ASSIGNMENT
Once the pictures are set aside, reproduce the entries below exactly.

[Stored items]
- - - -

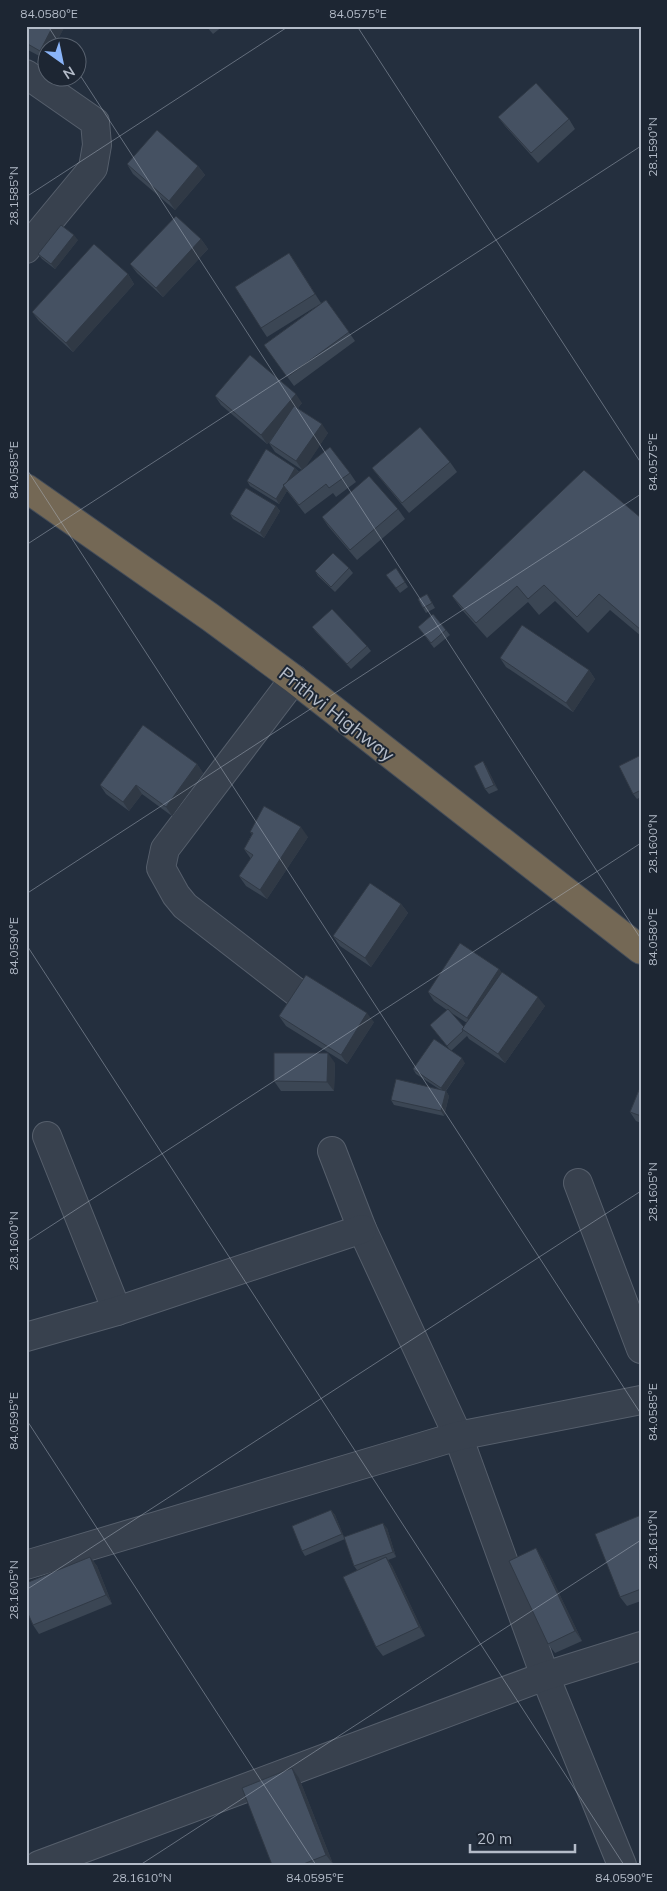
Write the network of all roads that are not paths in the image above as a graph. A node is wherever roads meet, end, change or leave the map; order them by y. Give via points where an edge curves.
1 (26, 74) edge
2 (26, 249) edge
3 (26, 488) edge
4 (294, 679) junction
5 (641, 950) edge
6 (296, 992) edge
7 (47, 1136) dead end
8 (332, 1151) dead end
9 (578, 1183) dead end
10 (362, 1229) junction
11 (117, 1311) junction
12 (26, 1338) edge
13 (641, 1349) edge
14 (641, 1400) edge
15 (458, 1436) junction
16 (26, 1565) edge
17 (641, 1646) edge
18 (545, 1676) junction
19 (39, 1865) edge
20 (622, 1865) edge

1 - 2 street via 95,122 97,145 93,168
3 - 4 highway, Prithvi Highway
4 - 5 highway, Prithvi Highway
4 - 6 street via 165,849 161,868 185,906
7 - 11 street
8 - 10 street
9 - 13 street
10 - 11 street
10 - 15 street
11 - 12 street
14 - 15 street
15 - 16 street
15 - 18 street
17 - 18 street
18 - 19 street
18 - 20 street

- - - -

TASK RESPONSE
Write the network of all roads that are not paths in the image above as a graph. A node is wherever roads meet, end, change or leave the map; order them by y. Give via points where an edge curves.
1 (26, 74) edge
2 (26, 249) edge
3 (26, 488) edge
4 (294, 679) junction
5 (641, 950) edge
6 (296, 992) edge
7 (47, 1136) dead end
8 (332, 1151) dead end
9 (578, 1183) dead end
10 (362, 1229) junction
11 (117, 1311) junction
12 (26, 1338) edge
13 (641, 1349) edge
14 (641, 1400) edge
15 (458, 1436) junction
16 (26, 1565) edge
17 (641, 1646) edge
18 (545, 1676) junction
19 (39, 1865) edge
20 (622, 1865) edge

1 - 2 street via 95,122 97,145 93,168
3 - 4 highway, Prithvi Highway
4 - 5 highway, Prithvi Highway
4 - 6 street via 165,849 161,868 185,906
7 - 11 street
8 - 10 street
9 - 13 street
10 - 11 street
10 - 15 street
11 - 12 street
14 - 15 street
15 - 16 street
15 - 18 street
17 - 18 street
18 - 19 street
18 - 20 street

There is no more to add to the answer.